**Try it**. Give back each line of the data exactly as it reads, minus the pictures.

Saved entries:
+ + +

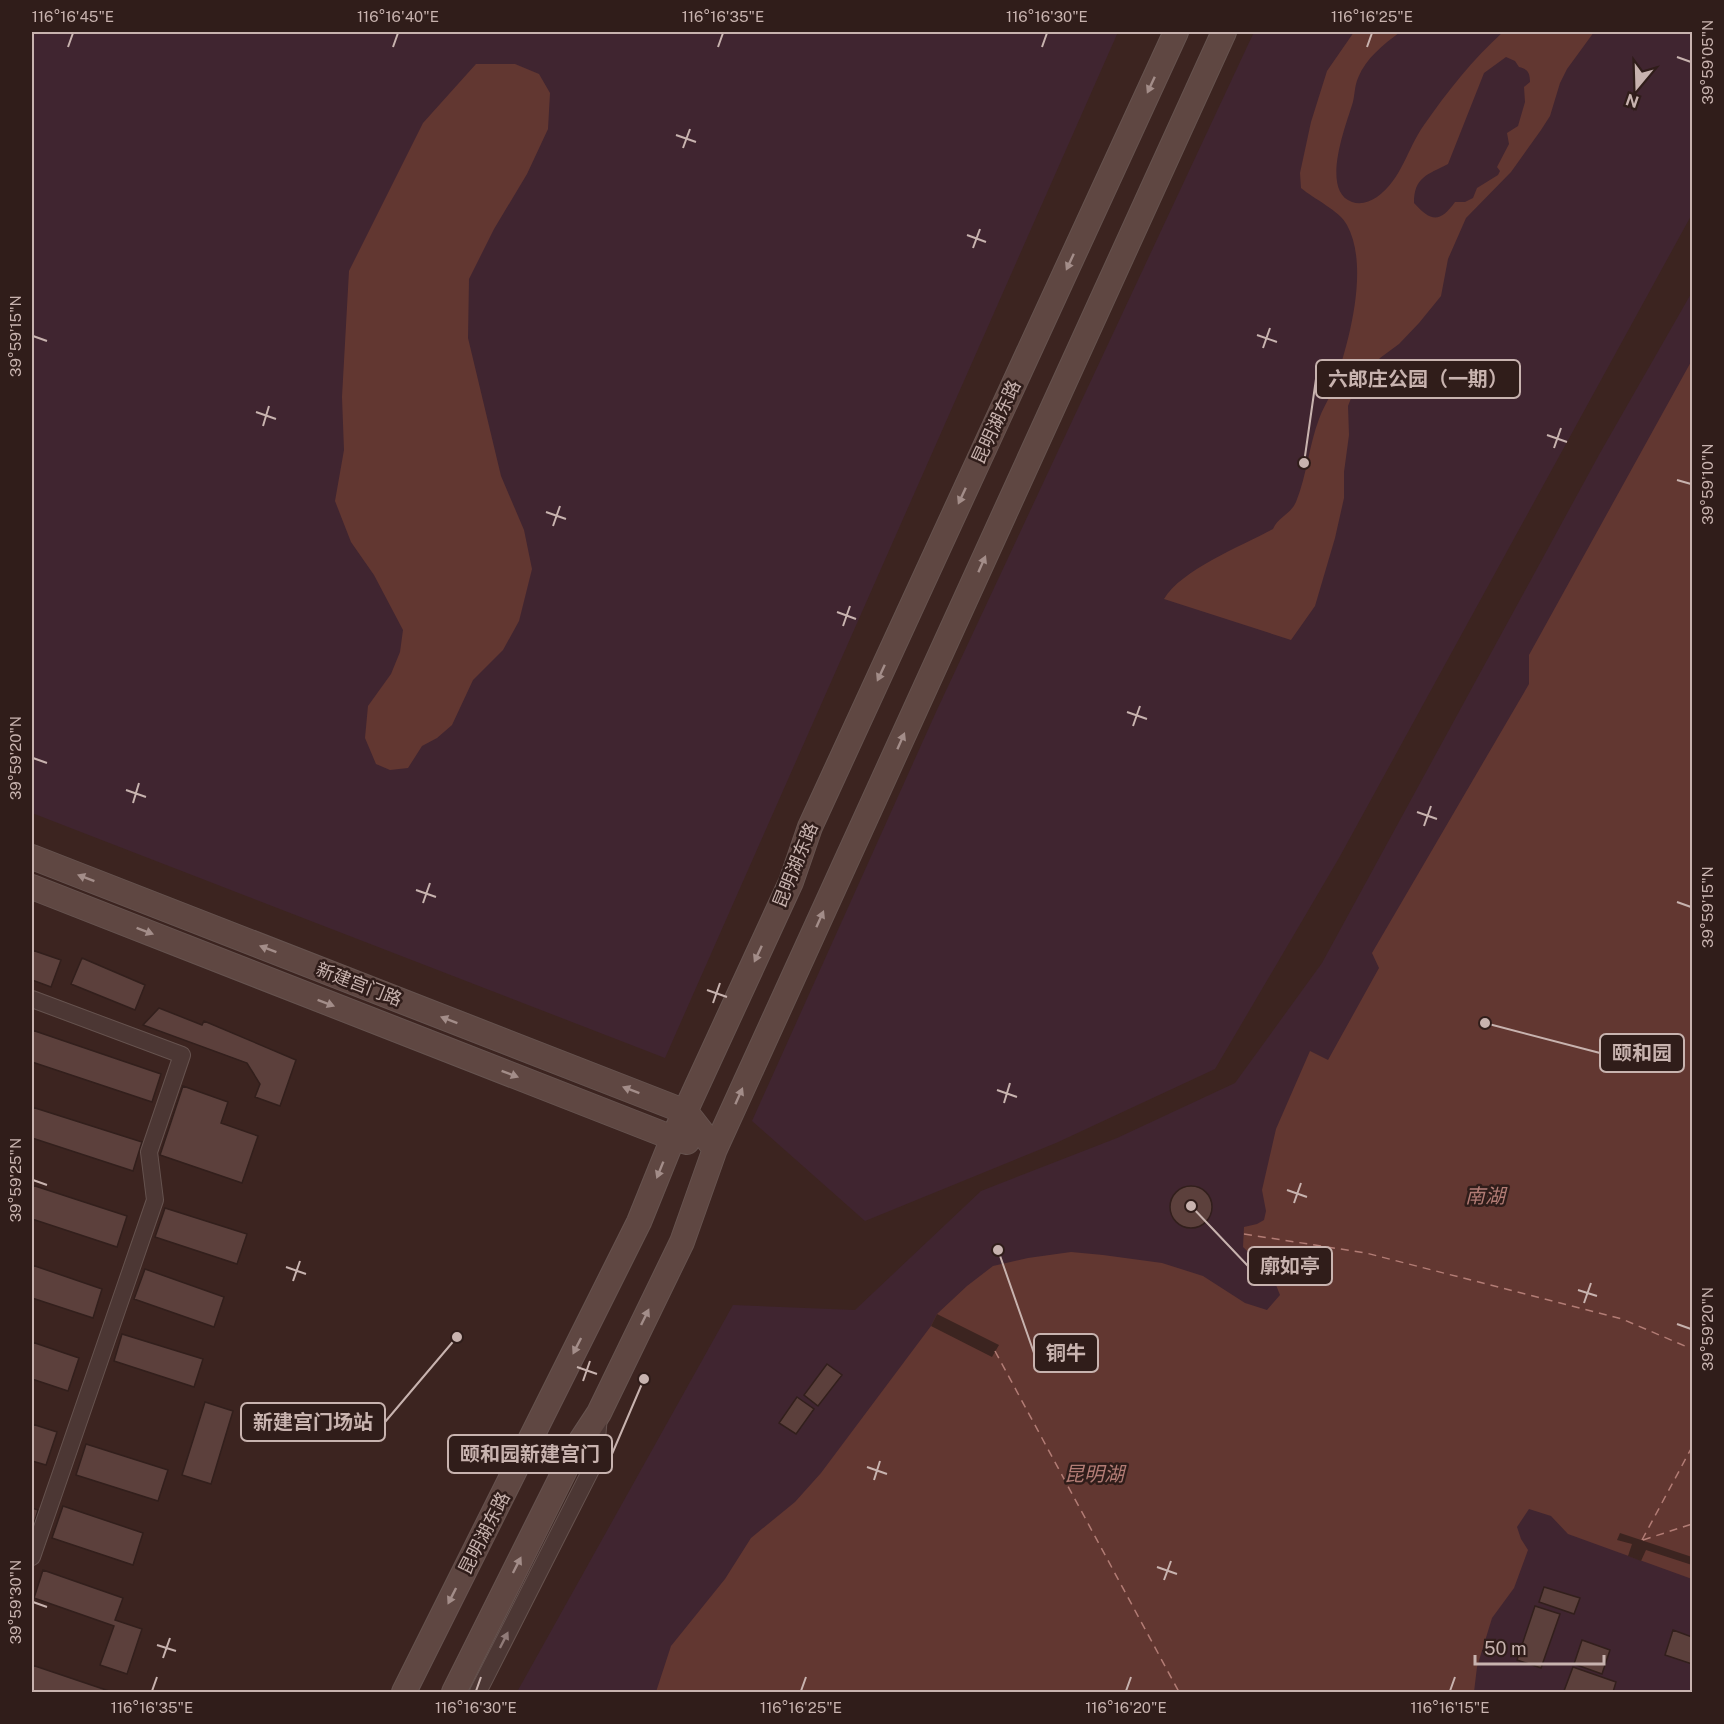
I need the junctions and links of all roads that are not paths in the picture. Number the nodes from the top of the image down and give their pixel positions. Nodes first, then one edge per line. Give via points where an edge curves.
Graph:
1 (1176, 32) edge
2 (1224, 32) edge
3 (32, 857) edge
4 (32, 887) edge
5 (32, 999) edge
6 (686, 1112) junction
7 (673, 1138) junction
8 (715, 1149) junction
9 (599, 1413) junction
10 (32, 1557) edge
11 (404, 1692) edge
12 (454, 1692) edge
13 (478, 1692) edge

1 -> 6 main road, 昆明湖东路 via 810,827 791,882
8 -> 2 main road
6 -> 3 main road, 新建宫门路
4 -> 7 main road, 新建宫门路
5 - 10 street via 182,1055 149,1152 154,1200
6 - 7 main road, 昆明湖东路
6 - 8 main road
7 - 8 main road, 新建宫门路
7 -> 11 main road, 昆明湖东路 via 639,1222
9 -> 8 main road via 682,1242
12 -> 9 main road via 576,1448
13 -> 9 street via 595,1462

+ + +

**Solved exercise**.
I need the junctions and links of all roads that are not paths in the picture. Number the nodes from the top of the image down and give their pixel positions. Nodes first, then one edge per line. Give via points where an edge curves.
Graph:
1 (1176, 32) edge
2 (1224, 32) edge
3 (32, 857) edge
4 (32, 887) edge
5 (32, 999) edge
6 (686, 1112) junction
7 (673, 1138) junction
8 (715, 1149) junction
9 (599, 1413) junction
10 (32, 1557) edge
11 (404, 1692) edge
12 (454, 1692) edge
13 (478, 1692) edge

1 -> 6 main road, 昆明湖东路 via 810,827 791,882
8 -> 2 main road
6 -> 3 main road, 新建宫门路
4 -> 7 main road, 新建宫门路
5 - 10 street via 182,1055 149,1152 154,1200
6 - 7 main road, 昆明湖东路
6 - 8 main road
7 - 8 main road, 新建宫门路
7 -> 11 main road, 昆明湖东路 via 639,1222
9 -> 8 main road via 682,1242
12 -> 9 main road via 576,1448
13 -> 9 street via 595,1462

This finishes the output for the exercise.